第三章 込波順太①

 平穏が乱されている。そのことに誰も気づいてはくれない。

 黒板の清掃を終えて込波こみなみ順太じゅんたが自分の席に座ると、その途端に左肩に軽い衝撃が走った。背後から飛んできた上靴が当たったらしい。込波はすぐに思い当たる。

 上靴の持ち主は教室の後ろで騒いでいる昼川ひるかわか、その取り巻きの稲村いなむら草尾くさおといった連中だろう、と。

 一年の頃からの悪ふざけの常習犯達。いつになっても落ち着くことを知らない馬鹿共。あんな奴等には関わるだけ時間の無駄だと込波は学習している。シャツに付いた汚れをハンカチでぬぐって近くに落ちた上靴から目を逸らすように込波は前を向いた。

「わるいわるい」

 思いがけず聞こえた謝罪の言葉に込波は驚く。珍しい事もあるもんだ。ようやく人並みの礼儀に目覚めたらしい。俺は出来た人間だから素直に謝るなら許してやってもいい。そう思って込波が振り返ると昼川が謝っていたのは込波ではなく学級委員の藤吉ふじよしだった。藤吉に向かって今度は爽町さわまちが心配の声を上げている。

「藤吉さん、大丈夫? 気をつけてよ、昼川くん」

「大丈夫、大丈夫。あたしには当たってないから。椅子に当たったんじゃないかな」

 昼川の足から放たれた上靴はまず藤吉の座席の背もたれに当たり、それが跳ねて込波の左肩に着弾したらしかった。ぞろぞろと神崎かんざき杉江すぎえの二人も藤吉の周りに集まっていく。

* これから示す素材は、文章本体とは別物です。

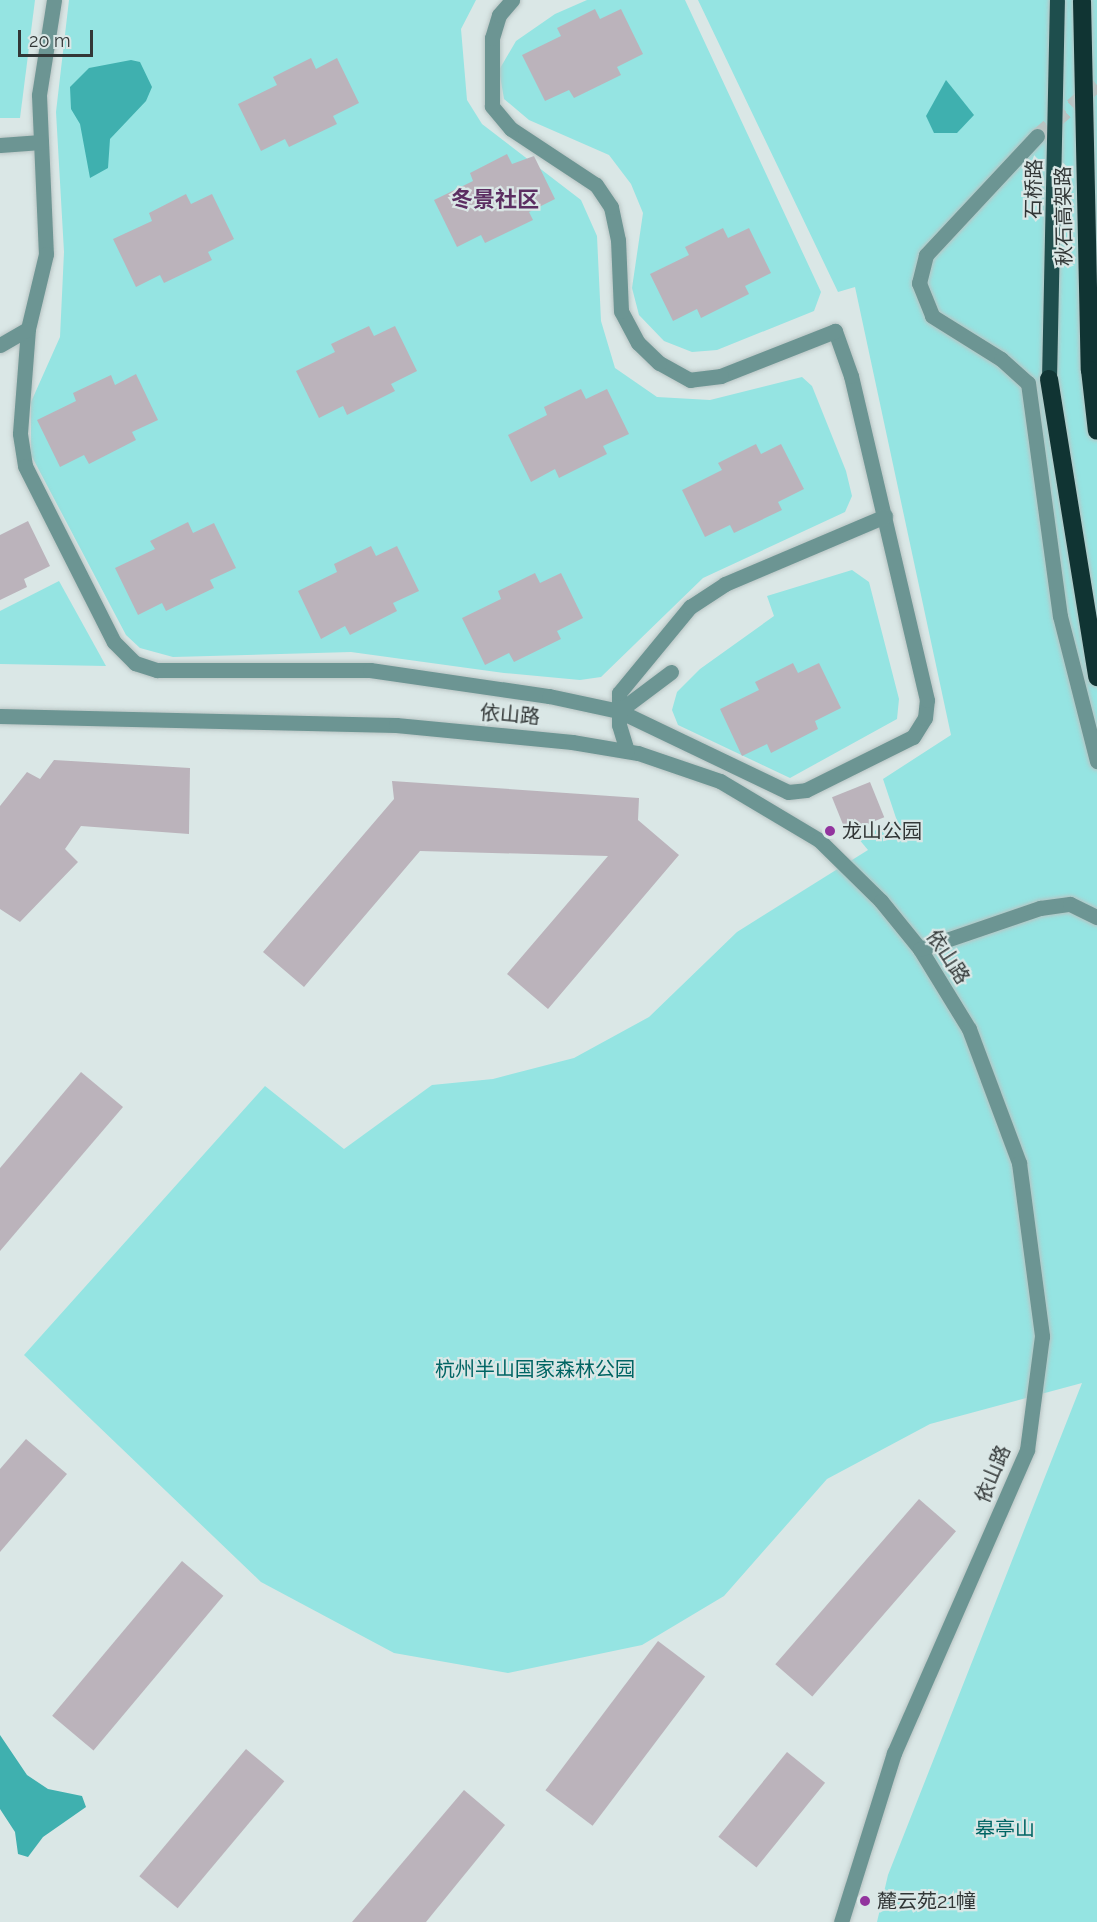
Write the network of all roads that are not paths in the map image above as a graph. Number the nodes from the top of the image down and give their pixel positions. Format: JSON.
{"nodes":[{"id":1,"x":54,"y":0,"type":"edge"},
{"id":2,"x":512,"y":0,"type":"edge"},
{"id":3,"x":1057,"y":0,"type":"edge"},
{"id":4,"x":1082,"y":0,"type":"edge"},
{"id":5,"x":1037,"y":136,"type":"tunnel mouth"},
{"id":6,"x":41,"y":142,"type":"junction"},
{"id":7,"x":0,"y":145,"type":"edge"},
{"id":8,"x":28,"y":329,"type":"junction"},
{"id":9,"x":0,"y":345,"type":"edge"},
{"id":10,"x":1048,"y":379,"type":"joint"},
{"id":11,"x":1097,"y":431,"type":"edge"},
{"id":12,"x":885,"y":516,"type":"junction"},
{"id":13,"x":671,"y":672,"type":"dead end"},
{"id":14,"x":1097,"y":677,"type":"edge"},
{"id":15,"x":619,"y":711,"type":"junction"},
{"id":16,"x":0,"y":716,"type":"edge"},
{"id":17,"x":627,"y":751,"type":"junction"},
{"id":18,"x":1097,"y":761,"type":"edge"},
{"id":19,"x":1097,"y":917,"type":"edge"},
{"id":20,"x":920,"y":949,"type":"junction"},
{"id":21,"x":841,"y":1922,"type":"edge"}],
"edges":[{"from":1,"to":6,"type":"street"},
{"from":2,"to":12,"type":"street"},
{"from":3,"to":10,"type":"main road","name":"石桥路"},
{"from":4,"to":11,"type":"highway","name":"秋石高架路","bridge":true},
{"from":5,"to":18,"type":"street"},
{"from":6,"to":7,"type":"street"},
{"from":6,"to":8,"type":"street"},
{"from":8,"to":9,"type":"street"},
{"from":8,"to":15,"type":"street"},
{"from":10,"to":14,"type":"highway"},
{"from":12,"to":15,"type":"street"},
{"from":12,"to":15,"type":"street"},
{"from":13,"to":15,"type":"street"},
{"from":15,"to":17,"type":"street"},
{"from":16,"to":17,"type":"street","name":"依山路"},
{"from":17,"to":20,"type":"street","name":"依山路"},
{"from":19,"to":20,"type":"street"},
{"from":20,"to":21,"type":"street","name":"依山路"}]}
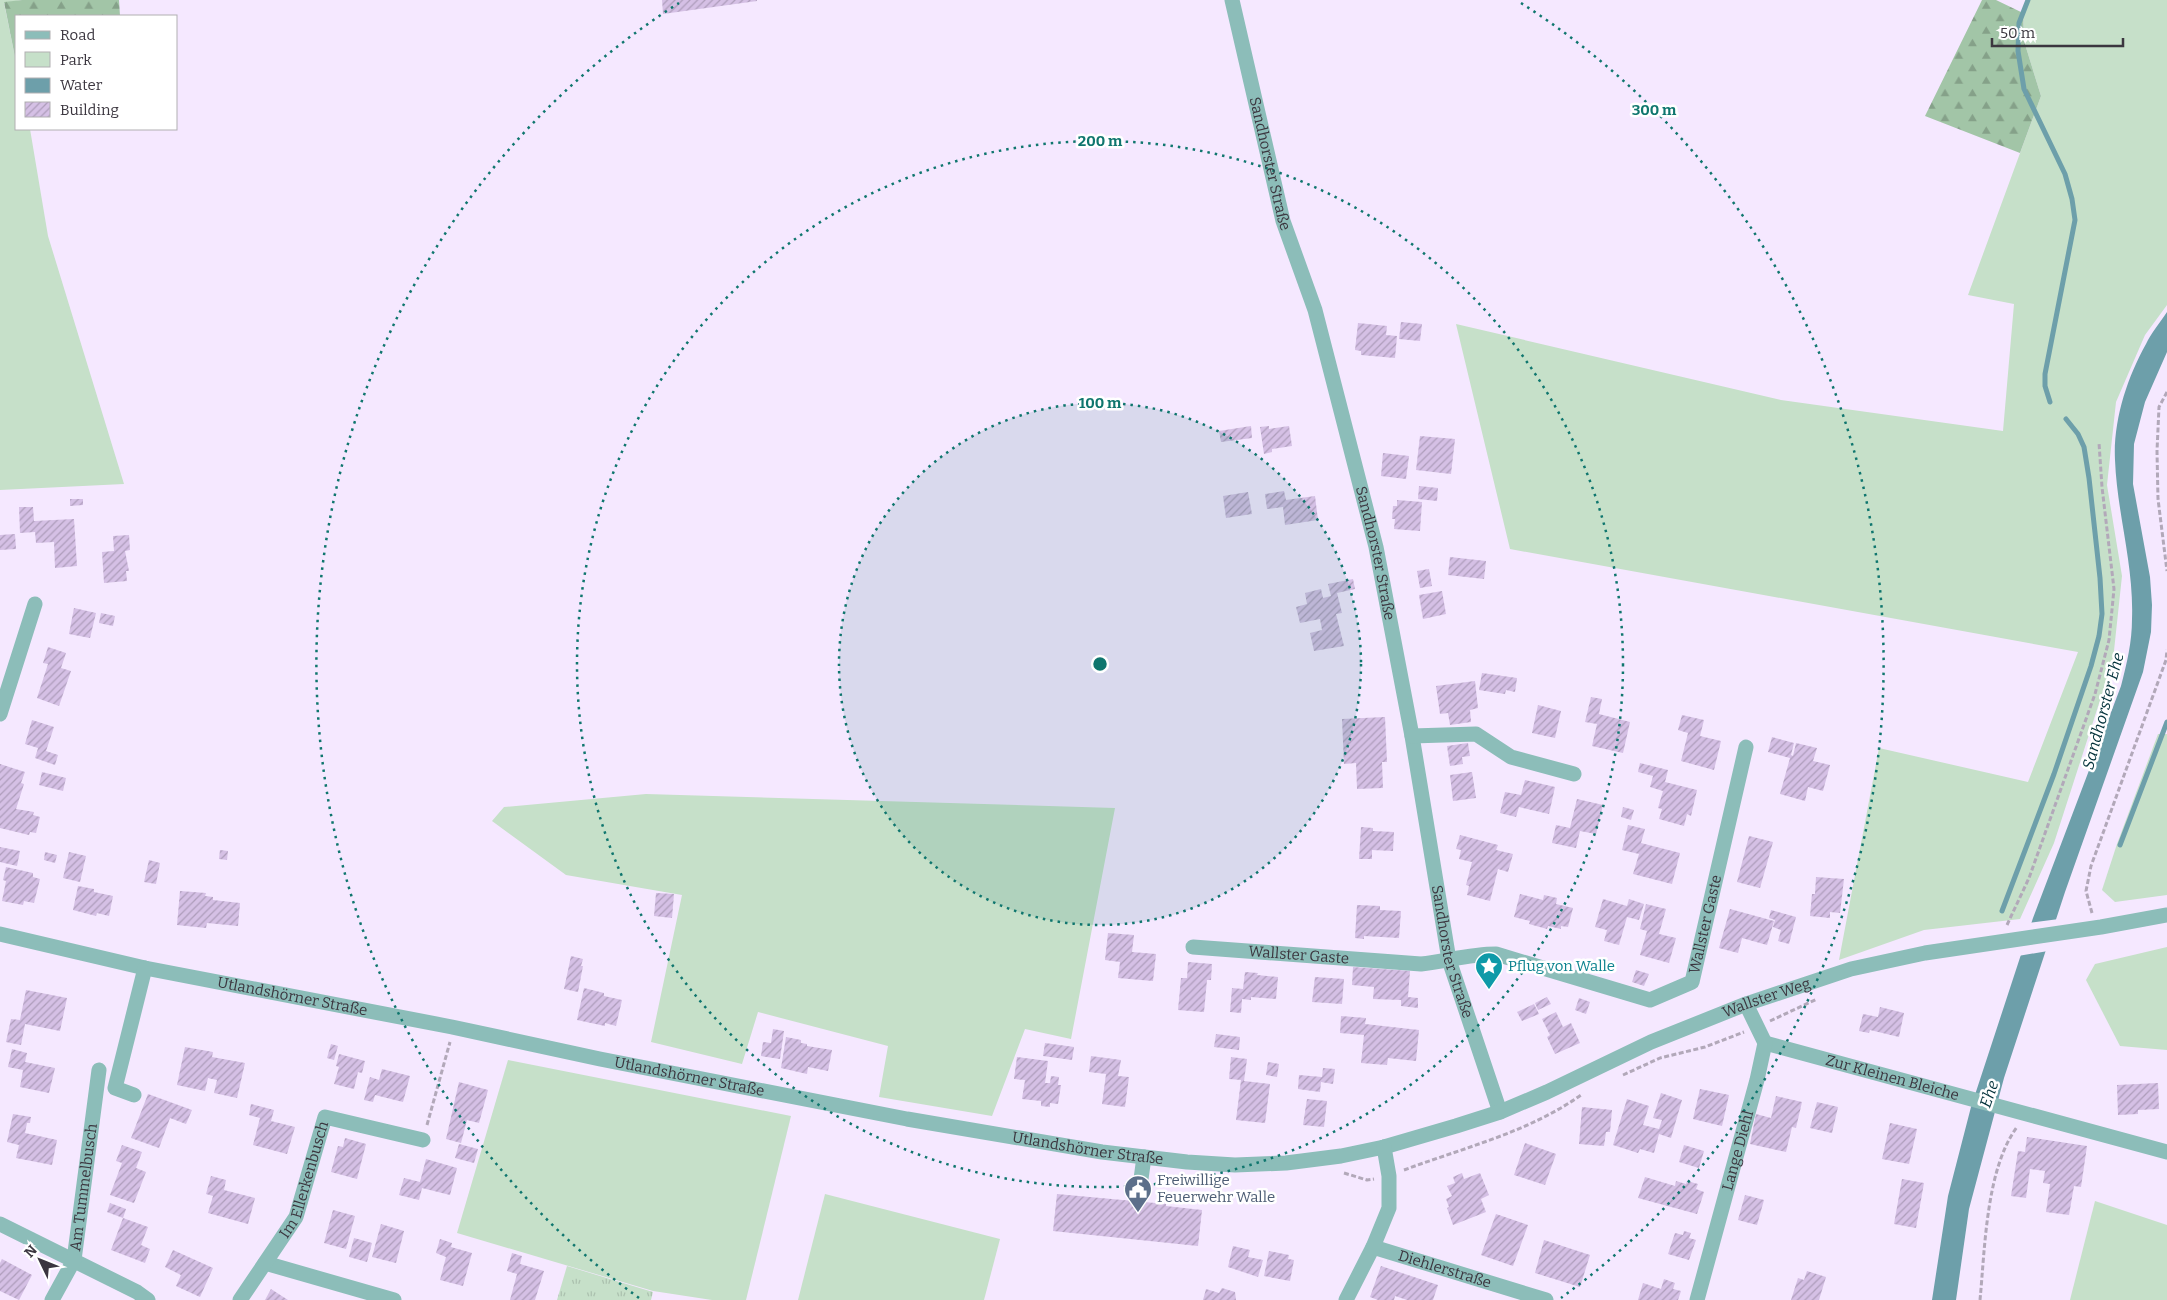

 大袈裟な奴ら。お前らは爽町と離れたら死ぬ病気にでも罹患りかんしているのか、と込波は小さく鼻を鳴らす。

「藤吉、わるいな」

 昼川は指を揃えた片手で拝むように藤吉に言っている。

 謝るのはそいつじゃなくて俺の方にだろ。当たってもない奴に謝る暇があるなら、さっさと謝りに来い。そう叫ぶ込波の心の声は昼川には届かない。

「平気、平気。ほら、あたし、運だけは良いからさ」

 そんな藤吉の言葉でまるで一件落着したような空気が一同の間に出来上がった。その様子に込波はうんざりした気分になる。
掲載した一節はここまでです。